Central banks are charged with setting interest rates, and other related policies, to manage the business cycle. But the world in which central banks operate, and the way in which they operate in it, has changed dramatically in the last 25 years. Not that long ago, central banks would operate behind closed doors and not even announce their decisions on these important policies. Now, they are a part of the 24-hour news cycle, make their decision announcements with statements and press conferences, and they actively try to engage not only their traditional audiences, financial markets, but also a wider public.

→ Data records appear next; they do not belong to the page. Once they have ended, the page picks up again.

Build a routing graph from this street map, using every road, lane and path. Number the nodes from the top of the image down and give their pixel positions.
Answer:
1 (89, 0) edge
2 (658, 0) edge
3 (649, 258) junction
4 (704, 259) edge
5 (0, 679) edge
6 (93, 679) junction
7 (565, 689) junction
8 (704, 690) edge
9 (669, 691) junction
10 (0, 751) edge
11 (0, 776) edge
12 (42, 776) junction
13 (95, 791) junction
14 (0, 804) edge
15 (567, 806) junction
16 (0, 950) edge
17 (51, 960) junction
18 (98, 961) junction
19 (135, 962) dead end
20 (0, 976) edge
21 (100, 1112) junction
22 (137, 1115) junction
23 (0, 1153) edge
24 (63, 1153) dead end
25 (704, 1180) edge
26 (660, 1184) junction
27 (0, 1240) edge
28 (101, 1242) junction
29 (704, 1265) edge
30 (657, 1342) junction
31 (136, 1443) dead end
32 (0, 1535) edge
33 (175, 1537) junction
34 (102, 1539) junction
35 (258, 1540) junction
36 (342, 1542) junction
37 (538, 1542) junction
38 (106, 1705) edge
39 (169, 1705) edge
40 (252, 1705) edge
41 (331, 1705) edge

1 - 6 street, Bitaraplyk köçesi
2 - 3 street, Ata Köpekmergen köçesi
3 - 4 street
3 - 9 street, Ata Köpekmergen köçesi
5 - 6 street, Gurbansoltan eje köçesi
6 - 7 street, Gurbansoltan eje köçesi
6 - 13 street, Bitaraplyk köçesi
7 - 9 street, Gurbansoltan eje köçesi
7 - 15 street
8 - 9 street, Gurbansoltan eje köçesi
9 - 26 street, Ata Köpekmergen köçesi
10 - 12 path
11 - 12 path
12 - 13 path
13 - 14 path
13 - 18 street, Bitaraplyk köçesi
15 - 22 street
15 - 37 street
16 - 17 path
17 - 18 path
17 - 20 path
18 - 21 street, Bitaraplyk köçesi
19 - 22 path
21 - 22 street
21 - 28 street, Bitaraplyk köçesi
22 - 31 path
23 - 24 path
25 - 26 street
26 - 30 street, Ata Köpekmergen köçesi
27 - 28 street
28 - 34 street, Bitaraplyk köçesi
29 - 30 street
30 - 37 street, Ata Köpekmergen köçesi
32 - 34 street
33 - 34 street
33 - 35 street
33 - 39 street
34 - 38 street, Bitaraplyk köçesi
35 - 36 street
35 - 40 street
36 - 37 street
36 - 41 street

This revolution of increasing transparency and an increasing role of communication brings challenges to central banks, and to the academics who study them (and their policies). The changing framework shifts the emphasis from interest rates to words. But most of economic analysis is not designed to study words. To do so, requires the use of tools from computer science and the field of natural language processing.
NewMonEc (New Monetary Economics) is my ground-breaking research agenda comprising of pioneering projects across three related themes addressing questions in monetary economics that emphasise the increasingly important role of central bank communication in policy. The projects rise to the challenge by combining new data, new approaches and innovative use of new statistical methodologies from outside economics.
There are a number of key important findings that come from the research.
In Haldane et al. (2021), we show that trust affects the extent to which agents will pay attention to the messages sent by the central bank. We show that simplifying communication can increase the engagement of the public with central bank messages making their expectations more precise. We also describe the key challenges in terms of communicating with the general public as relating to 3Es: Explanation, Engagement, and Education.
In Cieslak et al. (2023), we study how uncertainty impacts decision-making by central bankers. We find that inflation uncertainty, and particularly concerns about upper-tail inflation risks, prompt a more hawkish policy stance. This effect occurs when expected inflation nears or exceeds the target, and we can link this to narrative evidence that suggests a driving concern is a loss of credibility. We link this behaviour to the risk management approach to monetary policy.
Byrne et al. (2022) show the data covering the macroeconomy do not uniquely define the state of the economy. Instead, the central bank, like other people in the economy, need to form an assessment of the state of the economy. We show, using a newly developed methodology from Byrne et al. (2022), that, contrary to standard models, backward looking information reflecting this assessment function is important for the market reaction to central bank communication.
Cieslak and McMahon (2024) look at how alternative-policy scenarios, expressed by policymakers in speeches, impact risk premia in financial markets. We show how market perceptions of policy mistakes can raise risk premia against policy intentions. Communicating a more hawkish policy stance in what an alternative policy might look like predicts lower risk premium in the intermeeting period.
In McMahon and Naylor (2023), we distinguish between the kind of semantic complexity measured by Flesch-Kincaid, and what we term conceptual complexity which relates to the use of economics jargon. Our novel measure, termed the Conceptual Complexity Index (CCI), seeks to better reflect the true information-processing costs identified by theory. We designed and implemented an information provision experiment to distinguish between dimensions of semantic complexity and conceptual complexity and show that managing technical complexity has a bigger impact on understanding and trust than simplifying in a semantic way.
McMahon and Rholes (2023) offers a salutary lesson that precisely when inflation is high, it may be that the publics willingness to listen to what the central bank has to say is reduced. This result comes from an evaluation of how forecast performance, especially the timing of errors, affects the extent to which the public use the central banks forecast to inform their own outlook. Not only does forecast performance matter, we find a form of recency bias when subjects evaluate forecast accuracy. This bias, which applies to both short-term and medium-term forecasts, is especially strong after poor forecasting performance.